MATERIAL SUPPLIED →
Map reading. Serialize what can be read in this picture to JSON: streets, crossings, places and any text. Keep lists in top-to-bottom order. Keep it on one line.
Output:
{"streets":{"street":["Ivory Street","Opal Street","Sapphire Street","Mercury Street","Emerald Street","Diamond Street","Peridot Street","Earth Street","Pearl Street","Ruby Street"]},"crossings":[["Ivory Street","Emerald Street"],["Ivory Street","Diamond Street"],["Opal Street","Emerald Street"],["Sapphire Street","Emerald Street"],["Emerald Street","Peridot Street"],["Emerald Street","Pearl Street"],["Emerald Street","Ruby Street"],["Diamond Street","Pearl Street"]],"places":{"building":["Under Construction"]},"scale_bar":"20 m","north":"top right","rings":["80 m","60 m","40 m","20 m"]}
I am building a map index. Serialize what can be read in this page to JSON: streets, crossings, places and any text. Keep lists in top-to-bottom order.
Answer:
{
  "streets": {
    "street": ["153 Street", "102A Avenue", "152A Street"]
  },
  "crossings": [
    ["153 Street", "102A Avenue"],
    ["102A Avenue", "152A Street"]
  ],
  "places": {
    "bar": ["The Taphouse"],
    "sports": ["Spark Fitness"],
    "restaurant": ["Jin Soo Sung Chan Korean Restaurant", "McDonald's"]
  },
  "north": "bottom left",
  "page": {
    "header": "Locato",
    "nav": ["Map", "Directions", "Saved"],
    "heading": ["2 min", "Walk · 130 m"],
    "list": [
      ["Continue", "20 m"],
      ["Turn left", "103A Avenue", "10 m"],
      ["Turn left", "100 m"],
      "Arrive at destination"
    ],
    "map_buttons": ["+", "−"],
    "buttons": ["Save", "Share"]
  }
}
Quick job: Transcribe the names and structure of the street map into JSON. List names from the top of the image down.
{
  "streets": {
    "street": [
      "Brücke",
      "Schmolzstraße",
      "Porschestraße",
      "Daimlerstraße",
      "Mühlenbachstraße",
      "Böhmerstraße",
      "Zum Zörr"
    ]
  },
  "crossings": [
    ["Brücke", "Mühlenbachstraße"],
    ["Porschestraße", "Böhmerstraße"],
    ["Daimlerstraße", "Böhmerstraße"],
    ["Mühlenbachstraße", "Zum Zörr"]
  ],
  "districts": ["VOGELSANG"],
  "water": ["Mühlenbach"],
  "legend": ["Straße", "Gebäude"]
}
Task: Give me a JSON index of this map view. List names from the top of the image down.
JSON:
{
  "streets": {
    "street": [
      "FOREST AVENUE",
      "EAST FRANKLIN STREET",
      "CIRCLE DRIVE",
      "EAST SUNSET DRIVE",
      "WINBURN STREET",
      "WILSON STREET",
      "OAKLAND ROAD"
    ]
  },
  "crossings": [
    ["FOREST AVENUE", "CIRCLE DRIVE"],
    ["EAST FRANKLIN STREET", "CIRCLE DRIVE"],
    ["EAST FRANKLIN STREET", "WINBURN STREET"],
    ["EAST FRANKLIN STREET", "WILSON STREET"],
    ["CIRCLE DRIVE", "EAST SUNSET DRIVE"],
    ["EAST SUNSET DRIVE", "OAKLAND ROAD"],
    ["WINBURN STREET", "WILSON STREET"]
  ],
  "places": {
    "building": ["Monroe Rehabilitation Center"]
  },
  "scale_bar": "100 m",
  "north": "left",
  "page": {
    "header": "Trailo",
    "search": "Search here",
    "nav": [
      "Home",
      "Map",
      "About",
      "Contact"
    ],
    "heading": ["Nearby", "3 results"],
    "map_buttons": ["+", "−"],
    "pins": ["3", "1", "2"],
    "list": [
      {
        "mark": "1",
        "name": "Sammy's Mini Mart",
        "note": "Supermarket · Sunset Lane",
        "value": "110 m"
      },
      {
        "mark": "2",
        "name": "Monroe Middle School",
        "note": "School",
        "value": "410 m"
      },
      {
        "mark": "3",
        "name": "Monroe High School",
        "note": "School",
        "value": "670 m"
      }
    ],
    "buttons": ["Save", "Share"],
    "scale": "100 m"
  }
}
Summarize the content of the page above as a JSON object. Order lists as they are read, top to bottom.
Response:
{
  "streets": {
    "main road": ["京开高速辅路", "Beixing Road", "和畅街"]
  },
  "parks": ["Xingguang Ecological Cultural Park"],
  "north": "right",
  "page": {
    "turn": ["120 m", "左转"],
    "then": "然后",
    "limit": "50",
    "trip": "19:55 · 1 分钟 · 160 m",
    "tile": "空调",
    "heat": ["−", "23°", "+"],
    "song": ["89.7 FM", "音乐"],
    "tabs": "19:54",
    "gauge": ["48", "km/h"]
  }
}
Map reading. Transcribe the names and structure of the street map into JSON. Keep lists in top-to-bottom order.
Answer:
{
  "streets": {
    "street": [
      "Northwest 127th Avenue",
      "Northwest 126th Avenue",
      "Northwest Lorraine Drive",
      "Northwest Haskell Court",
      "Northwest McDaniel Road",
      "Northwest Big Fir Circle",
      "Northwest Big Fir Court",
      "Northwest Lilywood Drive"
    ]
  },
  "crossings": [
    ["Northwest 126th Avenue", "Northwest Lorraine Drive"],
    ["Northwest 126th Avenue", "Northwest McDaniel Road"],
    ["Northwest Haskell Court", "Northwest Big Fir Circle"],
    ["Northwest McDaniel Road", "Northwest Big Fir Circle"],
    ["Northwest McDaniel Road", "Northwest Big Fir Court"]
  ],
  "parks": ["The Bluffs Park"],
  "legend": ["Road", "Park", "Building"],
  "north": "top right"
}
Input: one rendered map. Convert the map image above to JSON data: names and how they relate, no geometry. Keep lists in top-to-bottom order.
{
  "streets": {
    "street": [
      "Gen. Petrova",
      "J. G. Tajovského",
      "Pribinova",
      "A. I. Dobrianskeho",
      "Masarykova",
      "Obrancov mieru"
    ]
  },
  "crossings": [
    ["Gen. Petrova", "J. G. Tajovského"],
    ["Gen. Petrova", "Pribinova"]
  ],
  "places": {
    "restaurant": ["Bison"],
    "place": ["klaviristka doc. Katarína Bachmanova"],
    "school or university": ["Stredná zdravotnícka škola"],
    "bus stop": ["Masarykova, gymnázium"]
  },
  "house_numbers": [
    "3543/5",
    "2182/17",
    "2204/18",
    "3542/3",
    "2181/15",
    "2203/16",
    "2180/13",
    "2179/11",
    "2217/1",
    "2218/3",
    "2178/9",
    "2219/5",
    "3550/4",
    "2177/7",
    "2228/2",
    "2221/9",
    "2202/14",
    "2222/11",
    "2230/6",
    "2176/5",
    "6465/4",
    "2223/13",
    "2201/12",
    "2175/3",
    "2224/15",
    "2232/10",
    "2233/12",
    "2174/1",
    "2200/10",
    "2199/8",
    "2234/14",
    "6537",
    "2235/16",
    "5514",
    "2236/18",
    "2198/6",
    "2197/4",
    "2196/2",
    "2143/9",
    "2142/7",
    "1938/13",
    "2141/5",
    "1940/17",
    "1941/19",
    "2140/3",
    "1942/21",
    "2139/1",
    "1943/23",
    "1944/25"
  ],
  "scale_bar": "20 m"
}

ASSIGNMENT →
Scan the lines above for the word "Serialize". Return each one that has it.

RESULT →
Map reading. Serialize what can be read in this picture to JSON: streets, crossings, places and any text. Keep lists in top-to-bottom order. Keep it on one line.
I am building a map index. Serialize what can be read in this page to JSON: streets, crossings, places and any text. Keep lists in top-to-bottom order.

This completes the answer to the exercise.